Task goal - An image-free, exact copy of the records below is required.

Source records -

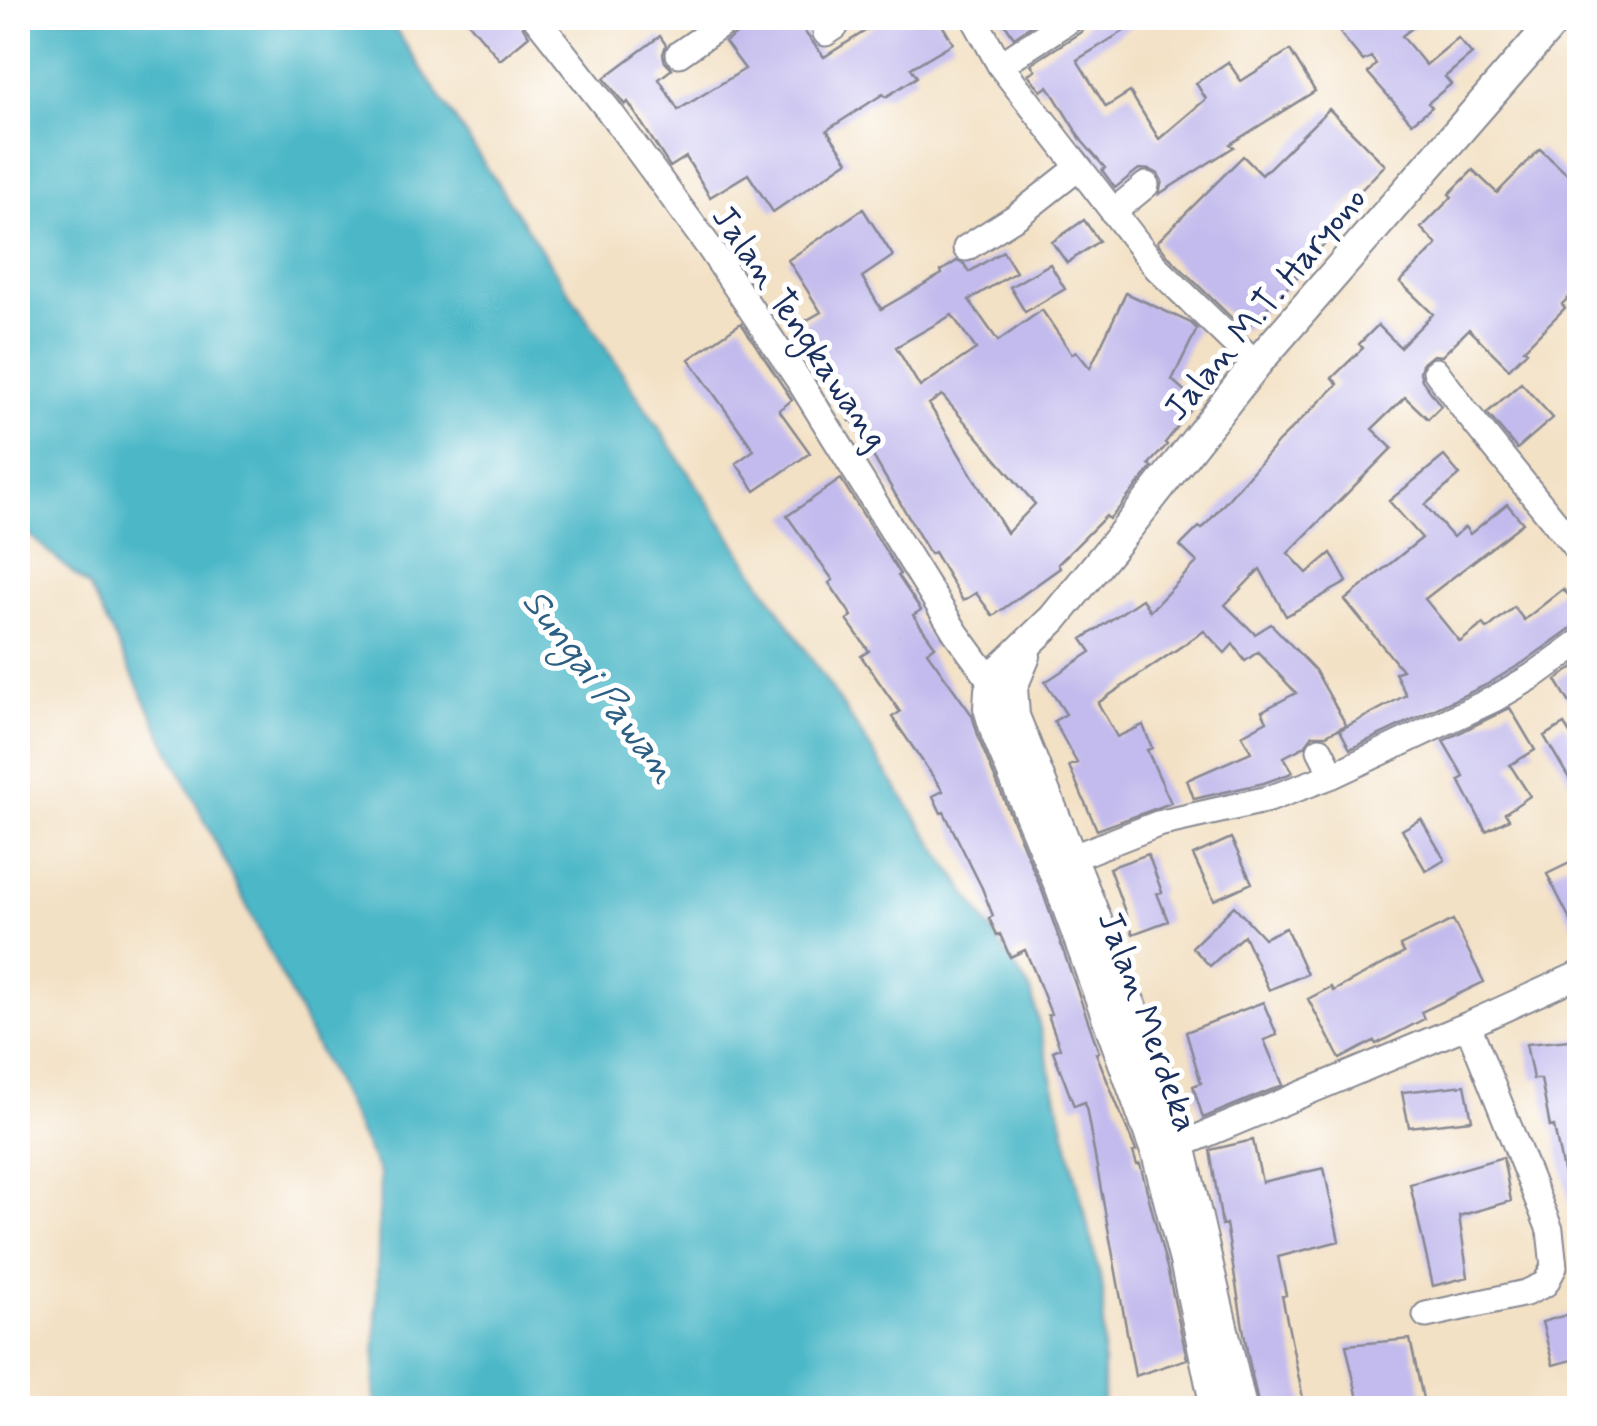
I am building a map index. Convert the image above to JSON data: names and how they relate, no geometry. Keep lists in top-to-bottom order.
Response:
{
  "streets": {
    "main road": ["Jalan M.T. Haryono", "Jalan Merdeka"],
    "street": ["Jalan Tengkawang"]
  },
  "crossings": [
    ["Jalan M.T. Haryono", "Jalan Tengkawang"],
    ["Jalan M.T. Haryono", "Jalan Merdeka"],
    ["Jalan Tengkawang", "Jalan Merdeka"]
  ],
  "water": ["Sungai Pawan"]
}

Solution -
I am building a map index. Convert the image above to JSON data: names and how they relate, no geometry. Keep lists in top-to-bottom order.
Response:
{
  "streets": {
    "main road": ["Jalan M.T. Haryono", "Jalan Merdeka"],
    "street": ["Jalan Tengkawang"]
  },
  "crossings": [
    ["Jalan M.T. Haryono", "Jalan Tengkawang"],
    ["Jalan M.T. Haryono", "Jalan Merdeka"],
    ["Jalan Tengkawang", "Jalan Merdeka"]
  ],
  "water": ["Sungai Pawan"]
}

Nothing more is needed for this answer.